Ella Beatty brilha em ‘Monster: The Lizzie Borden Story’: Entre o Visceral e o Absurdo

Ella Beatty e a Nova Face do Horror em ‘Monster: The Lizzie Borden Story’
A antologia Monster, do visionário Ryan Murphy, está de volta à Netflix para explorar um dos casos criminais mais emblemáticos da história americana: os assassinatos com machado da família Borden em 1892. Desta vez, o centro das atenções recai sobre a talentosa Ella Beatty, que assume o papel da controversa Lizzie Borden.
A série não é apenas um relato histórico; é descrita como um “sonho febril” banhado a sangue. Com uma estética que oscila entre o grotesco e o requintado — lembrando por vezes o estilo simétrico de Wes Anderson — a produção mergulha em temas tabus e provocações visuais que prometem dividir opiniões.
Uma Abordagem Provocadora e Visceral
Diferente de outras adaptações, Monster: The Lizzie Borden Story toma um rumo inesperado ao focar intensamente na biologia feminina e nas pressões da época. A trama utiliza a menstruação e a repressão sexual como catalisadores para a instabilidade mental de Lizzie, interpretada por Ella Beatty.
A narrativa explora a relação complexa entre Lizzie, sua madrasta Abby (vivida por Rebecca Hall) e seu pai Andrew (Charlie Hunnam).

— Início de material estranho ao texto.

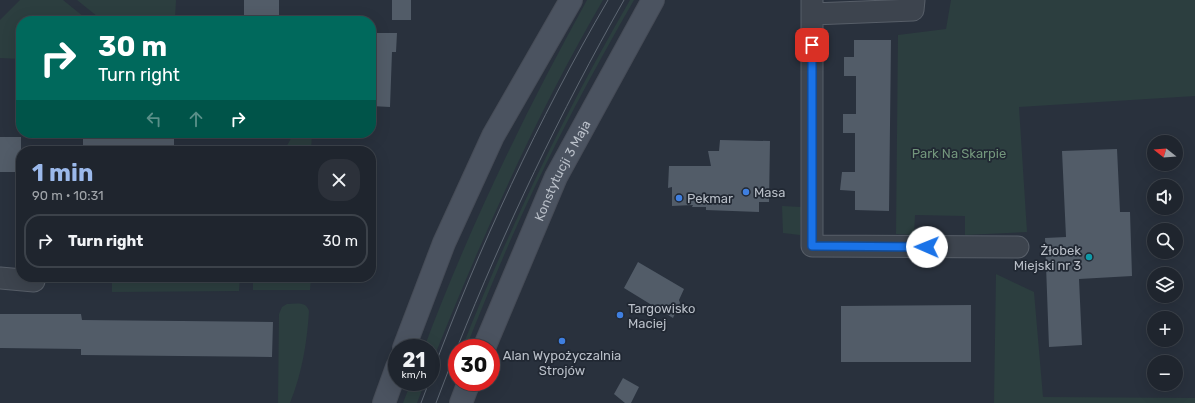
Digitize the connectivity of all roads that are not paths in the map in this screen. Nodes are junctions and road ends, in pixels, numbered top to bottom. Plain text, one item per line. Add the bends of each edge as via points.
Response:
1 (571, 0) edge
2 (653, 0) edge
3 (914, 0) edge
4 (812, 7) edge
5 (1018, 247) dead end
6 (0, 278) edge
7 (16, 280) edge
8 (407, 339) edge
9 (488, 339) edge
10 (388, 391) edge
11 (466, 391) edge
12 (384, 403) edge
13 (462, 403) edge

1 - 8 street via 493,136 444,243
2 - 9 street, Konstytucji 3 Maja via 556,177
3 - 4 street via 913,10
4 - 5 street via 812,246
6 - 7 street
10 - 12 street
11 - 13 street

O roteiro, assinado por Ian Brennan, transforma a casa dos Borden em um cenário de tensão constante, onde o sangue não aparece apenas nos crimes, mas como um símbolo de libertação e tormento.
Destaques do Elenco e Atuações
Enquanto a série é criticada por alguns por priorizar o choque em detrimento da profundidade psicológica, as atuações são amplamente elogiadas:
- Ella Beatty: Traz uma vulnerabilidade perturbadora a Lizzie, conseguindo transitar entre a inocência juvenil e a frieza de uma assassina.

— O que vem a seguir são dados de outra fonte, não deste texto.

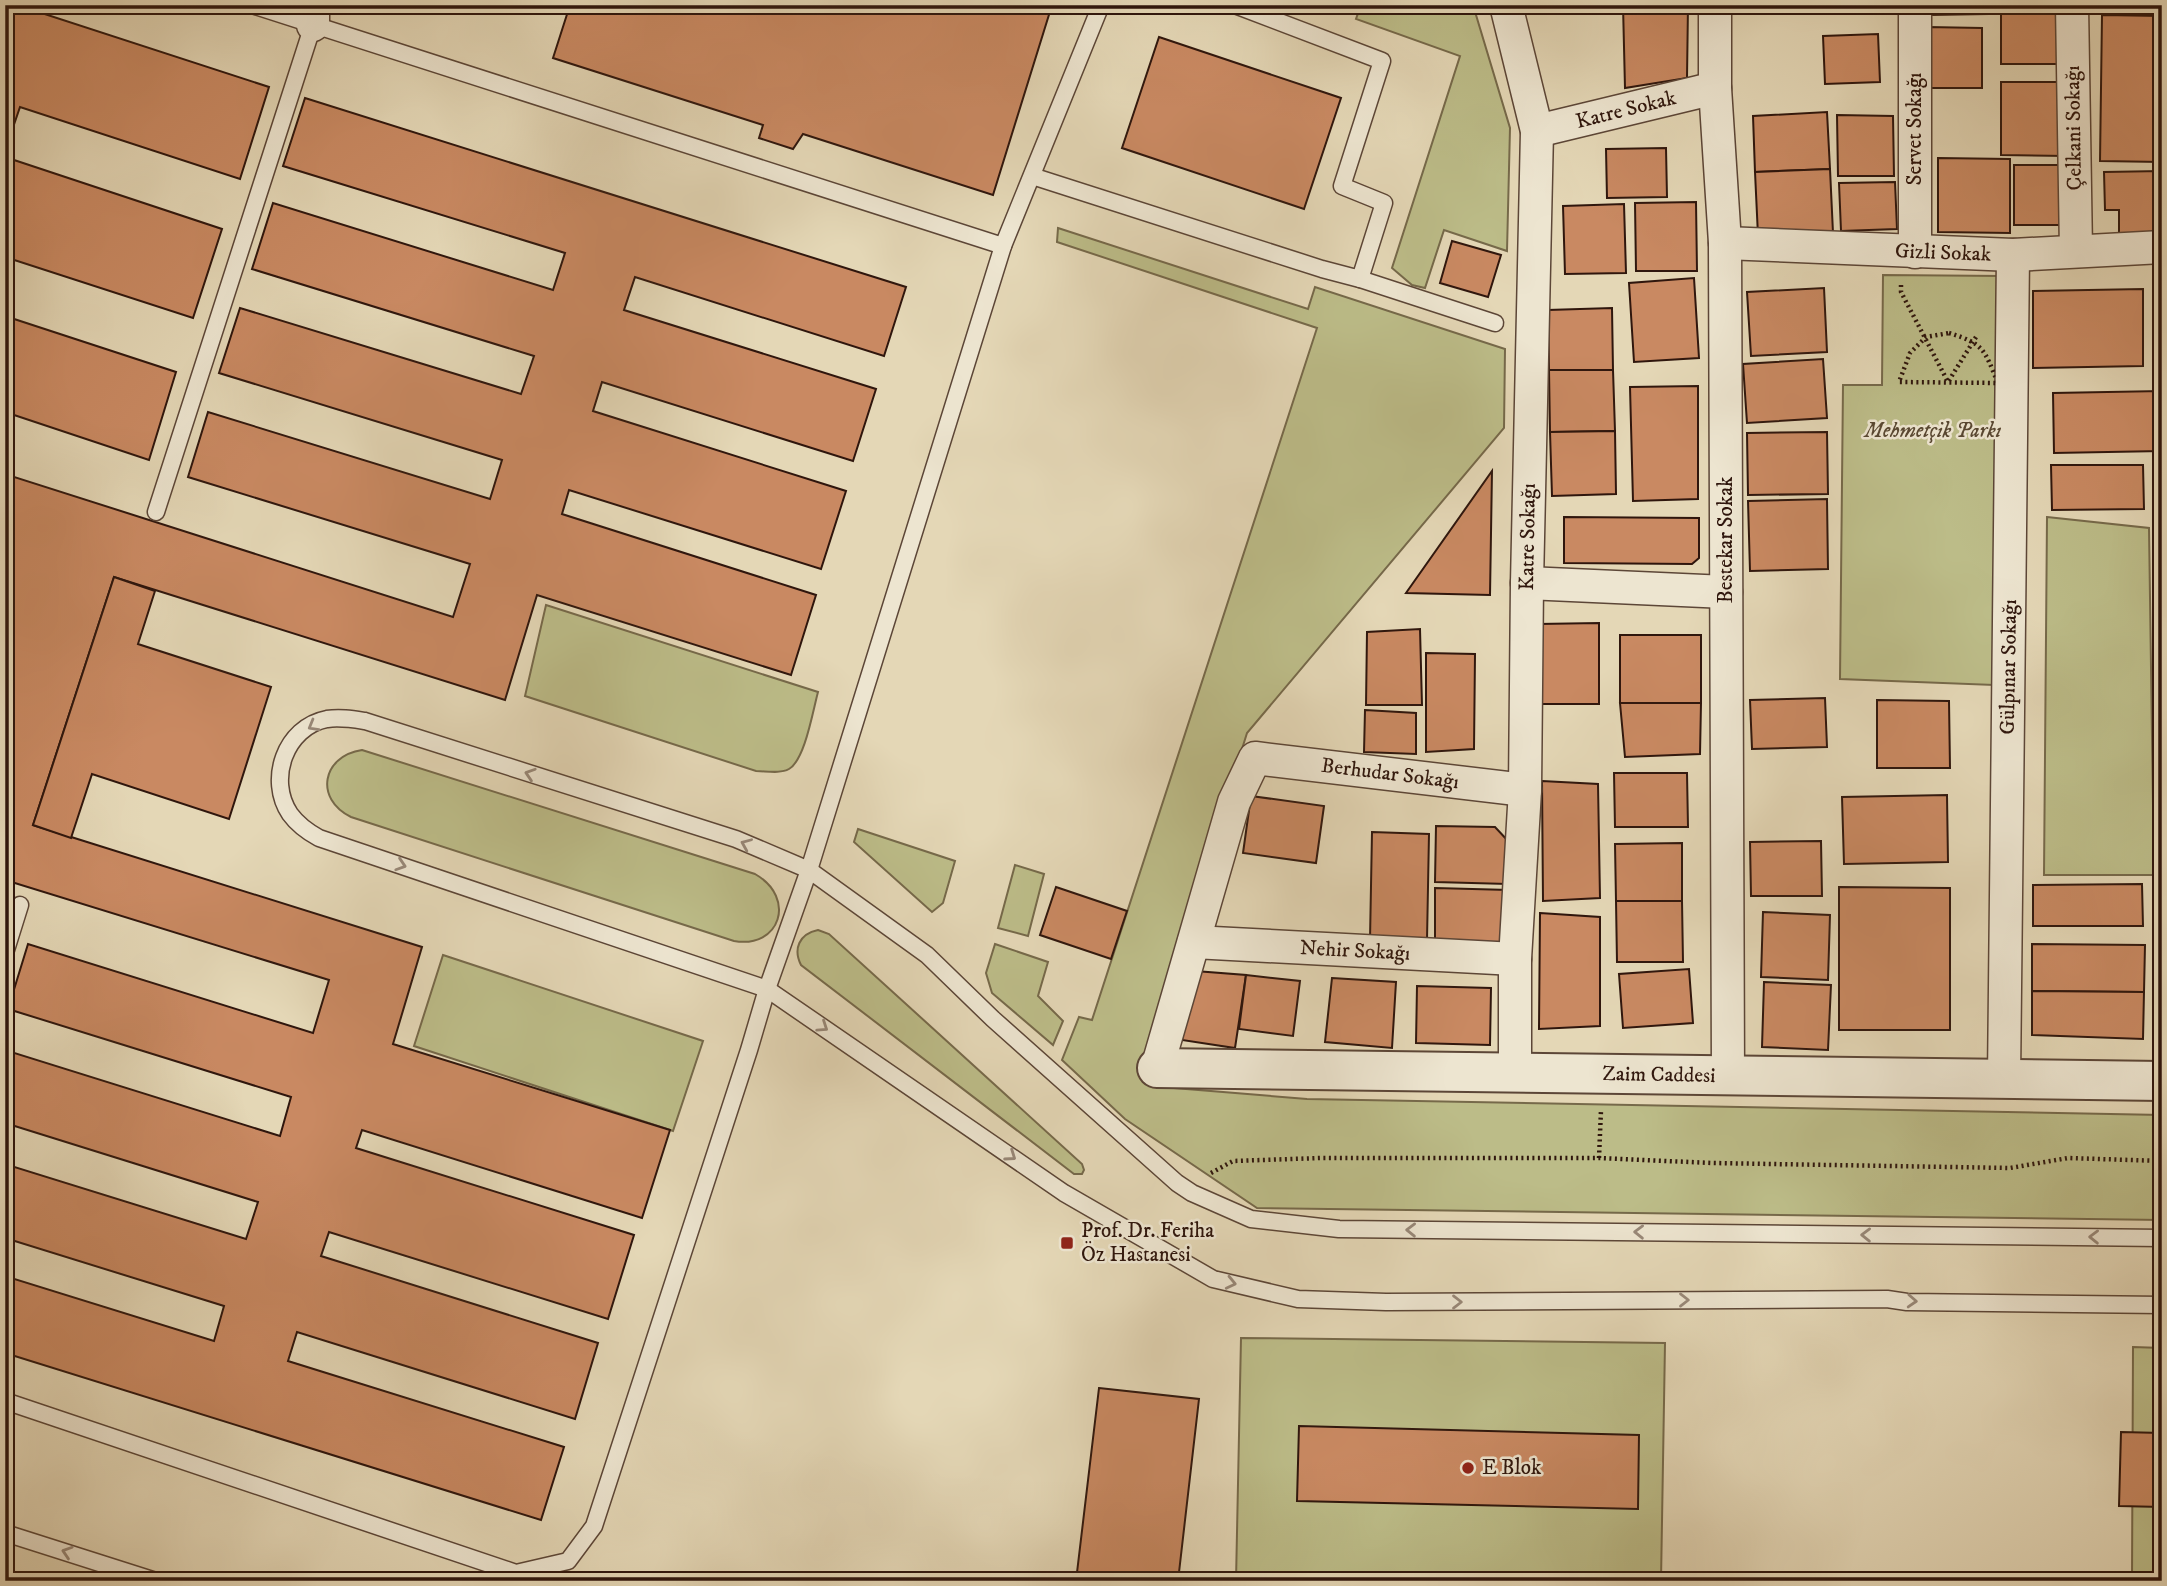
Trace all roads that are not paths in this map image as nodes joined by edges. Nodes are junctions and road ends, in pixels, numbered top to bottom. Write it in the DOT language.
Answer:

- Rebecca Hall: Entrega uma performance poderosa, elevando o nível de qualquer cena em que aparece, mesmo em um roteiro beirando o absurdo.
- Charlie Hunnam: Adiciona a camada necessária de rigidez patriarcal ao papel de Andrew Borden.
Estilo Visual vs. Substância Histórica
Para quem busca a precisão histórica detalhada de documentários do IMDb ou livros de True Crime, a série pode parecer “bonkers” (louca). A produção opta por metáforas visuais, como decapitações simbólicas e relacionamentos intensos, em vez de analisar os preconceitos sociais que levaram à absolvição de Lizzie Borden na vida real.
No entanto, é impossível negar a energia e o brio da obra. É um exercício de estilo que desafia o espectador e coloca Ella Beatty no mapa como uma promessa do drama e do horror psicológico.
Vale a pena assistir?
Se você gosta de produções que não têm medo de ser extravagantes, polêmicas e visualmente deslumbrantes, Monster: The Lizzie Borden Story é imperdível. Mesmo que a trama pareça ter sido improvisada no caminho, a química do elenco e a ousadia de Ryan Murphy garantem horas de entretenimento visceral.
Onde assistir: A série está disponível integralmente no catálogo da Netflix.